WHAT IS REQUIRED:
Locate the word "Answer" in the material, then show every line that holds it.

+---+

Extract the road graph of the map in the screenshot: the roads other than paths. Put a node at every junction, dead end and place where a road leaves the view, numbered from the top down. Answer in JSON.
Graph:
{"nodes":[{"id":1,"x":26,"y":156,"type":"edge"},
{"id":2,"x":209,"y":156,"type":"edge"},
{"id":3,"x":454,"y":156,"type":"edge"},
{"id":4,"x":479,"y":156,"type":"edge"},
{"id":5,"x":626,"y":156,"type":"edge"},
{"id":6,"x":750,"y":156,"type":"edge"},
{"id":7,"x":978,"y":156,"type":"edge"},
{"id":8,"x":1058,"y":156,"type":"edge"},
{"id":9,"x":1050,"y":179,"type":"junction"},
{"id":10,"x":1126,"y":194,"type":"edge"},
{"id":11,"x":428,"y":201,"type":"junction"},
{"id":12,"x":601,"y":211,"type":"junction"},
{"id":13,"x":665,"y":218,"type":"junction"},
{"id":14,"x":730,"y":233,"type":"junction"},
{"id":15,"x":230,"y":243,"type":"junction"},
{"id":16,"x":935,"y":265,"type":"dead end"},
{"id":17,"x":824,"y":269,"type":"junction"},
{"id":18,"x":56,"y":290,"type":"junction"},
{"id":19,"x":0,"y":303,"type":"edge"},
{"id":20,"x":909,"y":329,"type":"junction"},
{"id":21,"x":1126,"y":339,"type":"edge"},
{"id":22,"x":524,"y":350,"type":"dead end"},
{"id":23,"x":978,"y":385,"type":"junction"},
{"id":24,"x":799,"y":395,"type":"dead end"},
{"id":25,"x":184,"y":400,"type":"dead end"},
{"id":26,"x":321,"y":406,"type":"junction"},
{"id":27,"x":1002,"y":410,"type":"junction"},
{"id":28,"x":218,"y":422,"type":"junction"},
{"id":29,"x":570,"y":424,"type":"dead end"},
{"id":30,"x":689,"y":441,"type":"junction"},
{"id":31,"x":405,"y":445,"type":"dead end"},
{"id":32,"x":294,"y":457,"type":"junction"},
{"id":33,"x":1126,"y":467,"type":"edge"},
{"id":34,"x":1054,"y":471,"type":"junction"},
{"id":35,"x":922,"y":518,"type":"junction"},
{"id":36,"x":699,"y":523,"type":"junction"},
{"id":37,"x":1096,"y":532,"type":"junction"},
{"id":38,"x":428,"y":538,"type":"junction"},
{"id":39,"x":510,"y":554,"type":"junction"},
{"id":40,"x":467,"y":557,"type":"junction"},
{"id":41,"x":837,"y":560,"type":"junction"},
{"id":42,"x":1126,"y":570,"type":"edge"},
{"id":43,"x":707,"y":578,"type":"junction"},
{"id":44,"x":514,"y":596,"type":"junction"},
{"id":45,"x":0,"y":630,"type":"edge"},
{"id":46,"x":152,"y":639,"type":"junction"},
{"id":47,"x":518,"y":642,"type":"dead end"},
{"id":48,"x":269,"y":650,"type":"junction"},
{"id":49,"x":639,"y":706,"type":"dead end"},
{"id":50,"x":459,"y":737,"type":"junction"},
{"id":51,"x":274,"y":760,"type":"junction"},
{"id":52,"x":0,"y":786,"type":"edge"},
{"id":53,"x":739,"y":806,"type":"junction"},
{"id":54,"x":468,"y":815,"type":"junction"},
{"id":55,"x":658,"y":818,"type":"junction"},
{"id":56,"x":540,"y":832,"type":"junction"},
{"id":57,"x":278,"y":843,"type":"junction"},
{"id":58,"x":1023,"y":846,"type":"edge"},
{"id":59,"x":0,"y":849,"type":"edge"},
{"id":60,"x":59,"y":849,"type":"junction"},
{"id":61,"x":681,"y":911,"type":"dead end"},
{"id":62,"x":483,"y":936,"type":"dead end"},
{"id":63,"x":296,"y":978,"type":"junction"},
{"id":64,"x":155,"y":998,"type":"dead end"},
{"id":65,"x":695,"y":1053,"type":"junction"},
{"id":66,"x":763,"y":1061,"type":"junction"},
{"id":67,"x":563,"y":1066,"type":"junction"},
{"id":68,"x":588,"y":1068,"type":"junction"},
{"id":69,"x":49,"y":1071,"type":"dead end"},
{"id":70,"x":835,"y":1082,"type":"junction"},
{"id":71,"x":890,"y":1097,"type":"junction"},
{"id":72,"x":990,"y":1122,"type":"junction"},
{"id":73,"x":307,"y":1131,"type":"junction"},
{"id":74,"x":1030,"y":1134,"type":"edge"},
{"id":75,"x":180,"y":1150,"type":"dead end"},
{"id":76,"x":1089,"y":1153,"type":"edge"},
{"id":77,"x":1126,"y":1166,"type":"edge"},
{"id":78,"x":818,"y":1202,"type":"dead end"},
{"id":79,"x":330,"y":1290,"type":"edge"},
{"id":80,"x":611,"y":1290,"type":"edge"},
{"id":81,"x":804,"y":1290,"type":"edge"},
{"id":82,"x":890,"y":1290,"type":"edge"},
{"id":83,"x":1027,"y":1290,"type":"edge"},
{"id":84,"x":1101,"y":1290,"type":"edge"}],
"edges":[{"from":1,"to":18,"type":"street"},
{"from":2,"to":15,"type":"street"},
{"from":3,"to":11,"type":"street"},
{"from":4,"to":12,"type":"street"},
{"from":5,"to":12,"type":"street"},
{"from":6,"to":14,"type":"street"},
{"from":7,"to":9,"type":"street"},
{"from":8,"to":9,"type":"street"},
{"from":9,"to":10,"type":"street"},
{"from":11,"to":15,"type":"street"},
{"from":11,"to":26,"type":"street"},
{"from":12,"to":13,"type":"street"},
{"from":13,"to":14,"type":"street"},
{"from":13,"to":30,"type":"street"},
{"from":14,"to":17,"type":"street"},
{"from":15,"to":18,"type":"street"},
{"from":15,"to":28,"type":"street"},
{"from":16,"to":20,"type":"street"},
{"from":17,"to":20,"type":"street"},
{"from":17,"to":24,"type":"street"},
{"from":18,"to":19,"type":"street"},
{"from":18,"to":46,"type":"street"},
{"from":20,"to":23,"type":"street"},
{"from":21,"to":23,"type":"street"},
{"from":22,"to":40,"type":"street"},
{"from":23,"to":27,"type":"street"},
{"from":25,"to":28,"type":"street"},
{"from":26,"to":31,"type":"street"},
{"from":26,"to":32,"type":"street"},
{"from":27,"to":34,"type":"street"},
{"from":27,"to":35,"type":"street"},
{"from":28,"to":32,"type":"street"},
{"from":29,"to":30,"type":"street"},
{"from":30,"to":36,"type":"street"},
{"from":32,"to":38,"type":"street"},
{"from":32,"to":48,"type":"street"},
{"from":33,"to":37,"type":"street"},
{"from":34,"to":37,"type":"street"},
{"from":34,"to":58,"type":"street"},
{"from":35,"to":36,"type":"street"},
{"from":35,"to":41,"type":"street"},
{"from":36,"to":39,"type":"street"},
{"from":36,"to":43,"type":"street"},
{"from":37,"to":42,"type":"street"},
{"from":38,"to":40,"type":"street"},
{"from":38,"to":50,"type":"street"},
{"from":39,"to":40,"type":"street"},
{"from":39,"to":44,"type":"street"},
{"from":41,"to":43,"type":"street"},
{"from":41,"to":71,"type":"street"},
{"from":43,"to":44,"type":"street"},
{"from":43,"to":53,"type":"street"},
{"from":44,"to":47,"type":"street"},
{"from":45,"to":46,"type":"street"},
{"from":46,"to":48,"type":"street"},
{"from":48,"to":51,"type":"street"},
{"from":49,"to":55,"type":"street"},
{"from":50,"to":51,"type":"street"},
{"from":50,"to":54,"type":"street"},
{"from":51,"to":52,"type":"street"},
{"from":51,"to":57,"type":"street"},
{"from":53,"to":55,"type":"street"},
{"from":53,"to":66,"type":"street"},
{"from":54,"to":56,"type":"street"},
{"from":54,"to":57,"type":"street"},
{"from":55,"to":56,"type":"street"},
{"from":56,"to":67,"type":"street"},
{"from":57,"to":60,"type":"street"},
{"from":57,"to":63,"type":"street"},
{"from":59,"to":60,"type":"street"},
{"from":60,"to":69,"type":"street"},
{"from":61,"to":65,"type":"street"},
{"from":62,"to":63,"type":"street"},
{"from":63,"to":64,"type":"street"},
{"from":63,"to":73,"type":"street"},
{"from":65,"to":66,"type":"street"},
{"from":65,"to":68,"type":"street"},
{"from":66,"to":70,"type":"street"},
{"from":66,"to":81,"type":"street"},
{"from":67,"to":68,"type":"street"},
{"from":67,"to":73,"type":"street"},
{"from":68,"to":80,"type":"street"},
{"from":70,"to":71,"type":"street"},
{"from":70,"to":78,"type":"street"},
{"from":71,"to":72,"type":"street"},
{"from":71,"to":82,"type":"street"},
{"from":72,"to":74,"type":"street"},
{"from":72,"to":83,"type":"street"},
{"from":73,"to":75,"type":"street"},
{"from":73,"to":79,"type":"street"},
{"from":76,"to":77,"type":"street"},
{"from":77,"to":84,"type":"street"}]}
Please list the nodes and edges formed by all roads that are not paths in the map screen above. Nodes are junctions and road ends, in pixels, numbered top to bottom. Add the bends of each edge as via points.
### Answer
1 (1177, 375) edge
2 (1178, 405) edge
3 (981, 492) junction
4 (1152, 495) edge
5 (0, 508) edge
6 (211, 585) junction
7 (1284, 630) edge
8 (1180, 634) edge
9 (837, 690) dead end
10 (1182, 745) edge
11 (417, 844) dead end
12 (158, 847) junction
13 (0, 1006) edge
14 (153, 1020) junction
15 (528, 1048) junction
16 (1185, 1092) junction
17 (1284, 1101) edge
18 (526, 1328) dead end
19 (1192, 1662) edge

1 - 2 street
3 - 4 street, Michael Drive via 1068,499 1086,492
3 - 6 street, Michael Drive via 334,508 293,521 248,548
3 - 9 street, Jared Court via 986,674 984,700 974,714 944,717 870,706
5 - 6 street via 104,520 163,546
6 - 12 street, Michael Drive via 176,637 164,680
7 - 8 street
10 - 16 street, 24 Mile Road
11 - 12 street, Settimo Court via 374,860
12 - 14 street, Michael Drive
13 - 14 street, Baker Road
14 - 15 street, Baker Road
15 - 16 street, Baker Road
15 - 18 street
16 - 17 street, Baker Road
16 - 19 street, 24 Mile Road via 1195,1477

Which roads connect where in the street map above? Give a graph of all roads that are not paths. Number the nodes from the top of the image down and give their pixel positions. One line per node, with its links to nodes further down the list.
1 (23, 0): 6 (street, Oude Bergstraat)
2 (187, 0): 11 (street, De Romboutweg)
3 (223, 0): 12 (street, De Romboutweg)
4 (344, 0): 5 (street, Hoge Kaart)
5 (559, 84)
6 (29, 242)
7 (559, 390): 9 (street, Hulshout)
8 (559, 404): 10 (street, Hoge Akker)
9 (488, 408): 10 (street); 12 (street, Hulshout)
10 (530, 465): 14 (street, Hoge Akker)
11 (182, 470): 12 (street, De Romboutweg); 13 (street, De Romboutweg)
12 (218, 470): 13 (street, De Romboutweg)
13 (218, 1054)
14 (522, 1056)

+---+

RESPONSE AREA:
Extract the road graph of the map in the screenshot: the roads other than paths. Put a node at every junction, dead end and place where a road leaves the view, numbered from the top down. Answer in JSON.
### Answer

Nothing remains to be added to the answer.